Leif Helth Jensen, one of six founders of the flagship Danish biotechnology firm NeuroSearch A/S, has left the company to head a start-up developing therapeutic applications of a nucleic acid analog technology called Locked Nucleic Acids (LNA). The new company, Cureon A/S, of Copenhagen, is finalizing first-round funding of DKK 100 million (US$11.5 million) from Nordic investors, Jensen told BioWorld International. This will be sufficient for three years, he said.
Cureon is a spin-off from Vedbaek-based Exiqon A/S, which owns the LNA technology but which is focusing on diagnostic applications. Exigon is assigning all therapeutic rights to Cureon, in which it will hold a non-controlling interest. The spin-off had been planned for some time (see BioWorld International, June 3, 1998, p.1). Cureon was finally established last December, and Jensen joined the company last month.
The new company is building antisense programs in two broad areas, cancer and immunology. Its lead program is in the allergy field. Jensen said his goal is to take an initial compound into the clinic late next year or early in 2002.
"We will license out on a gene-by-gene basis all other targets," he said. Cureon will build an additional revenue stream by offering target validation services to drug discovery companies, he said. He said he hopes to secure the first contracts in these two areas next year.

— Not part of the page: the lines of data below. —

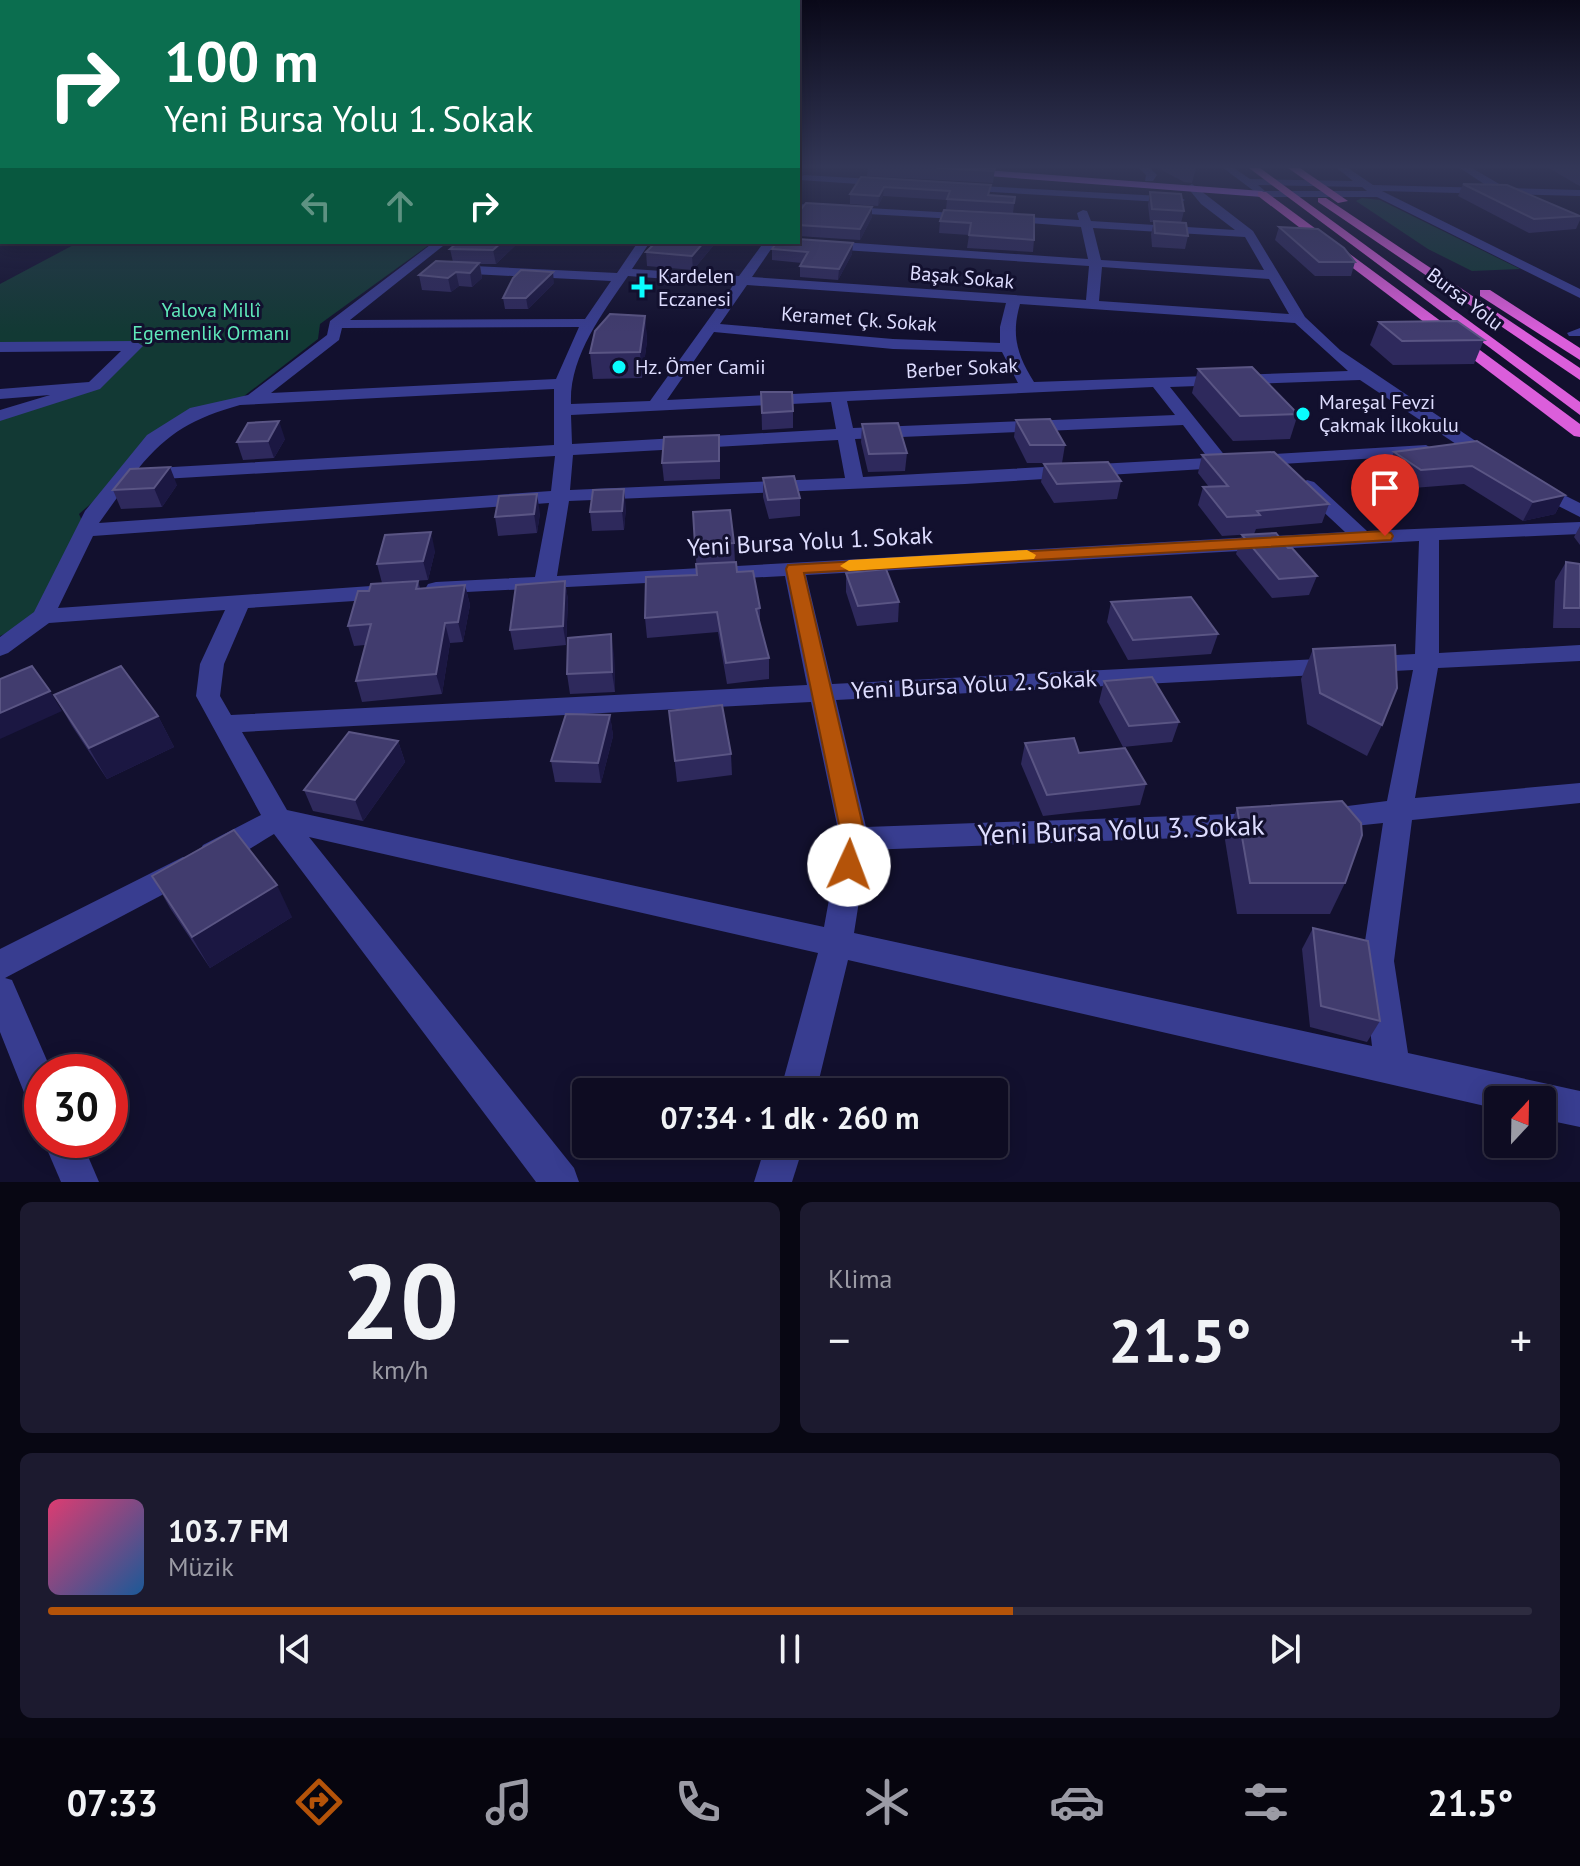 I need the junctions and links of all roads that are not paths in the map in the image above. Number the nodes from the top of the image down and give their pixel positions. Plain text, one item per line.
1 (1073, 223) edge
2 (1234, 223) edge
3 (1301, 223) edge
4 (1329, 223) edge
5 (1355, 223) edge
6 (1377, 223) edge
7 (1440, 223) edge
8 (1085, 224) junction
9 (1249, 234) junction
10 (800, 243) edge
11 (439, 244) edge
12 (643, 244) edge
13 (769, 244) edge
14 (1096, 264) junction
15 (409, 267) junction
16 (621, 274) junction
17 (1274, 275) junction
18 (742, 281) junction
19 (1580, 294) edge
20 (1014, 301) junction
21 (1092, 306) junction
22 (1299, 319) junction
23 (589, 323) junction
24 (335, 324) junction
25 (708, 327) junction
26 (0, 347) edge
27 (1006, 348) junction
28 (1580, 355) edge
29 (1363, 375) junction
30 (1580, 375) edge
31 (1158, 383) junction
32 (562, 384) junction
33 (94, 386) junction
34 (1029, 387) junction
35 (0, 394) edge
36 (838, 396) junction
37 (253, 399) junction
38 (656, 404) junction
39 (562, 410) junction
40 (1580, 410) edge
41 (0, 416) edge
42 (1185, 420) junction
43 (1580, 432) edge
44 (844, 434) junction
45 (1471, 447) junction
46 (563, 452) junction
47 (1277, 459) junction
48 (1221, 462) junction
49 (123, 476) junction
50 (855, 483) junction
51 (559, 496) junction
52 (1580, 511) edge
53 (1580, 528) edge
54 (86, 530) junction
55 (1429, 535) junction
56 (1362, 537) junction
57 (794, 569) junction
58 (545, 582) junction
59 (240, 602) junction
60 (43, 616) junction
61 (0, 648) edge
62 (1580, 653) edge
63 (1427, 662) junction
64 (821, 691) junction
65 (224, 724) junction
66 (1580, 793) edge
67 (1399, 811) junction
68 (278, 819) junction
69 (854, 839) junction
70 (836, 946) junction
71 (0, 965) edge
72 (0, 991) edge
73 (26, 1054) edge
74 (1392, 1068) junction
75 (802, 1078) edge
76 (1484, 1088) edge
77 (1556, 1103) edge
78 (1580, 1109) edge
79 (70, 1158) edge
80 (781, 1158) edge
81 (80, 1182) edge
82 (560, 1182) edge
83 (773, 1182) edge

1 - 8 street
2 - 9 street
3 - 43 highway
4 - 40 highway, Bursa Yolu
5 - 30 highway
6 - 28 highway
7 - 19 street
8 - 9 street
8 - 14 street
9 - 17 street
10 - 14 street
11 - 15 street
12 - 16 street
13 - 18 street
14 - 17 street
14 - 21 street
15 - 16 street, Başak Sokak
15 - 24 street
16 - 18 street, Başak Sokak
16 - 23 street
17 - 22 street
18 - 20 street, Başak Sokak
18 - 25 street
20 - 21 street, Başak Sokak
20 - 27 street
21 - 22 street, Başak Sokak
22 - 29 street
23 - 24 street
23 - 32 street
24 - 37 street
25 - 27 street, Keramet Çk. Sokak
25 - 38 street
26 - 33 street
27 - 34 street
29 - 31 street, Berber Sokak
29 - 45 street
31 - 34 street, Berber Sokak
31 - 42 street
32 - 37 street
32 - 39 street
33 - 35 street
33 - 41 street
34 - 36 street, Berber Sokak
36 - 38 street, Berber Sokak
36 - 44 street
37 - 49 street
38 - 39 street, Berber Sokak
39 - 46 street
42 - 44 street
42 - 48 street
44 - 46 street
44 - 50 street
45 - 47 street
45 - 52 street
46 - 49 street
46 - 51 street
47 - 48 street
47 - 56 street
48 - 50 street
49 - 54 street
50 - 51 street
51 - 54 street
51 - 58 street
53 - 55 street, Yeni Bursa Yolu 1. Sokak
54 - 60 street
55 - 56 street, Yeni Bursa Yolu 1. Sokak
55 - 63 street
56 - 57 street, Yeni Bursa Yolu 1. Sokak
57 - 58 street, Yeni Bursa Yolu 1. Sokak
57 - 64 street
58 - 59 street, Yeni Bursa Yolu 1. Sokak
59 - 60 street, Yeni Bursa Yolu 1. Sokak
59 - 65 street
60 - 61 street
62 - 63 street, Yeni Bursa Yolu 2. Sokak
63 - 64 street, Yeni Bursa Yolu 2. Sokak
63 - 67 street
64 - 65 street, Yeni Bursa Yolu 2. Sokak
64 - 69 street
65 - 68 street
66 - 67 street, Yeni Bursa Yolu 3. Sokak
67 - 69 street, Yeni Bursa Yolu 3. Sokak
67 - 74 street
68 - 70 street
68 - 71 street
68 - 82 street
69 - 70 street
70 - 74 street
70 - 75 street
72 - 73 street
74 - 76 street
77 - 78 street
79 - 81 street
80 - 83 street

Denmark has a strong science base in the area of nucleic acid analog technology. Jesper Wengel at the University of Copenhagen originally developed the LNA technology, while another group - which includes Ole Buchardt, Peter Nielsen and Michael Egholm from the University of Copenhagen, along with Rolf Berg of the Riso National Laboratory - developed an alternative technology, Peptide Nucleic Acid (PNA), which was licensed to Isis Pharmaceuticals Inc., of Carlsbad, Calif. The latter subsequently licensed back the technology to Copenhagen-based Pantheco A/S for applications in the anti-infective area.
Although Isis already has one niche antisense drug on the market - Vitravene (fomivirsen) for treatment of cytomegalovirus retinitis in AIDS patients - and is in clinical trials with several others. Jensen said he is "extremely optimistic" about Cureon's chemistry.

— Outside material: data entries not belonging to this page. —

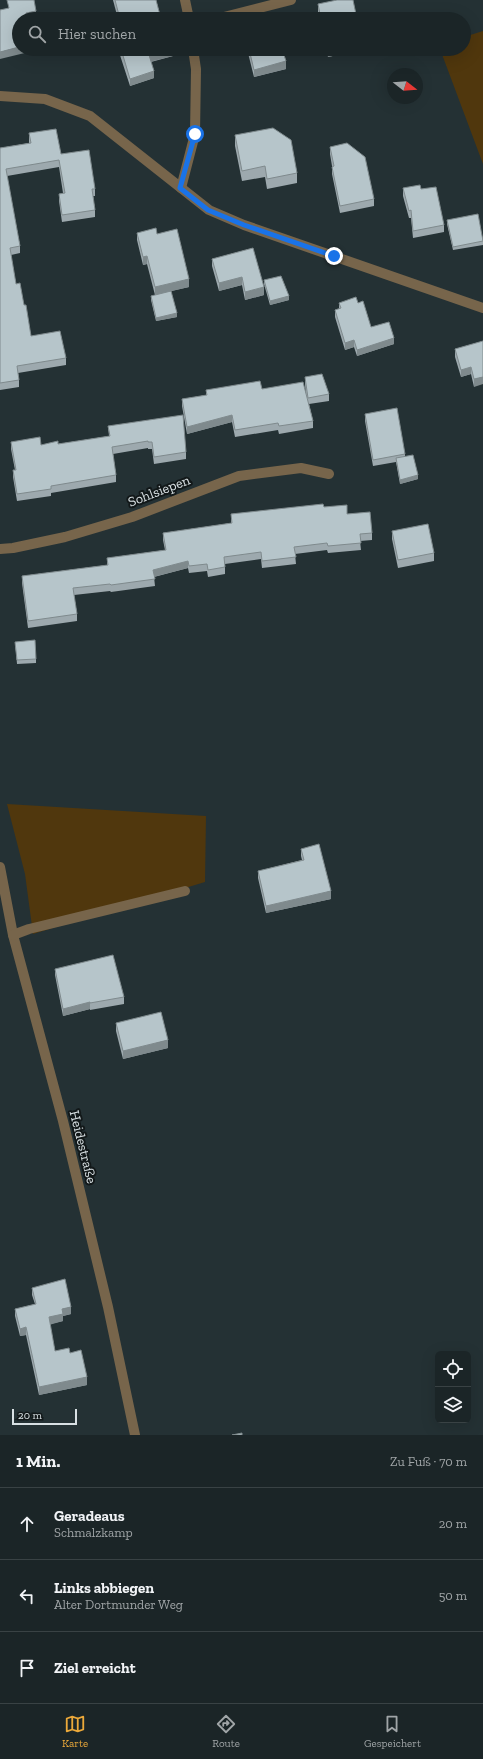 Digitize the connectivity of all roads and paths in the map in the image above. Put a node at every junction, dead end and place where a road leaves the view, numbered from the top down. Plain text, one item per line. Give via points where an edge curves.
1 (185, 0) edge
2 (291, 0) edge
3 (188, 12) edge
4 (244, 12) edge
5 (194, 56) edge
6 (0, 96) edge
7 (180, 188) junction
8 (483, 308) edge
9 (329, 474) dead end
10 (0, 549) edge
11 (0, 867) edge
12 (185, 891) dead end
13 (13, 935) junction
14 (136, 1435) edge

1 - 3 street
2 - 4 street
5 - 7 street via 195,134
6 - 7 street via 45,99 90,116
7 - 8 street via 208,210 244,225
9 - 10 street, Sohlsiepen via 301,468 239,476 118,522 65,538
11 - 13 street, Heidestraße
12 - 13 street
13 - 14 street, Heidestraße via 63,1120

LNA differs from standard nucleosides in having a methylene linker that connects the 2'-O position to the 4'-C position, restricting the usual conformational freedom of the furanose ring in such molecules.
Wengel and co-workers recently reported data that suggest LNAs have high in vivo efficacy without exhibiting the toxic effects associated with phosphorothioate-containing DNA analogs, underpinning their potential in therapeutic as well as functional genomics applications. Claes Wahlestadt was lead author on the paper, titled "Potent and nontoxic antisense oligonucleotides containing locked nucleic acids," which appeared in Proceedings of the National Academy of Sciences, dated May 9, 2000. The group reported that co-polymers of LNA and DNA resisted degradation in blood serum and cell extracts, but were capable of activating RNase H, which is important in actuating antisense effects.
They also found that LNA analogs did not cause detectable toxic reactions in rat brain, while LNA-DNA copolymers displayed strong antisense activity in assay systems such as a G-protein-coupled receptor in living rat brain and an E. coli reporter gene. Earlier data indicated the very high thermal stability of duplexes containing LNA and either DNA or RNA.